Собрав всю свою волю, всю ненависть и отчаяние, я с силой, на которую сама не рассчитывала, вонзила ручку ему в предплечье. Ощущение было странным — сначала сопротивление кожи и мышц, а потом резкое погружение.

Он взревел. Не крикнул, а именно взревел, зверино и яростно. Не ожидал, что кто-то вроде меня, жалкая человеческая девчонка, посмеет дать ему отпор. Оборотни видят в людях лишь слабых, ничтожных существ. Но то, что он не воспринимал меня всерьез, стало моим единственным преимуществом. Его хватка ослабла на долю секунды, шок и боль на миг пересилили его ярость.

Я вырвалась. Дернула на себя ручку двери. На этот раз она поддалась, и в этот момент у меня словно открылось второе дыхание. Я рванула по коридору так быстро, как только могла, не думая, не глядя. Сердце выпрыгивало из груди, ноги заплетались и подкашивались, но я бежала, не разбирая дороги, движимая одним инстинктом — бежать! Лишь бы он меня не догнал. Не оглядываясь, я слышала за спиной его яростный, полный обещаний самой страшной расправы рык. Он эхом разносился по пустым коридорам, преследуя меня.

* * *

Домой я добралась, вся трясясь. Казалось, каждый нерв оголен, каждое чувство обострено до предела. Внутри все переворачивалось, подкатывала тошнота. Как только я переступила порог квартиры, меня вырвало. Потом поднялась температура, тело ломило, как при сильной простуде, но я знала — это не простуда. Это был шок. Это было тело, кричащее о помощи после пережитого кошмара.

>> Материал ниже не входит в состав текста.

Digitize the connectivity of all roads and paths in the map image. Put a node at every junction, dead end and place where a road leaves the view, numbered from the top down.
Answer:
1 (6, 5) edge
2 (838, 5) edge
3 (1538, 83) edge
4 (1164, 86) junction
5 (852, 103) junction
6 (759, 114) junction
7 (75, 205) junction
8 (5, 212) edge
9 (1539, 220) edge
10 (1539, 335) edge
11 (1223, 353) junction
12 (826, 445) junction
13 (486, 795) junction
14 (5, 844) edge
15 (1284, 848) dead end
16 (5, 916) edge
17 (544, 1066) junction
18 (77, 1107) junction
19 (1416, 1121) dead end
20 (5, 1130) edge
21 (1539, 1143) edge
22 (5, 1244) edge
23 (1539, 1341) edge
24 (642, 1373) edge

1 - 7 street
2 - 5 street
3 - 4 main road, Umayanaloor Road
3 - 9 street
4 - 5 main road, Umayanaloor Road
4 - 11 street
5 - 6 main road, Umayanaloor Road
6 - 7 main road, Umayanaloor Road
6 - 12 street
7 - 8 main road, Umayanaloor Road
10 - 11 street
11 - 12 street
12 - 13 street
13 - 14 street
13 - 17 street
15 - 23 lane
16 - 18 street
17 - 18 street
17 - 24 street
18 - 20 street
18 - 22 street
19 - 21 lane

Просто заболела. От нервов. От страха, — пыталась я убедить себя, но голос разума был слабым шепотом на фоне оглушительного гула в ушах.

Но мысль о Сириусе, о нашем первом совместном празднике, о том хрупком счастье, что мы начали строить, заставляла меня двигаться. Я заставила себя встать под ледяные струи душа, смывая с кожи липкий пот, грязь и, как мне казалось, остатки того ужаса, того осквернения. Вода была ледяной, но я почти не чувствовала холода. Внутри было еще холоднее. Надела платье. Черное, простое, подчеркивающее каждую линию. он его купил сам. Принес коробку перевязанную белым бантом и отводя взгляд поставил на кровать.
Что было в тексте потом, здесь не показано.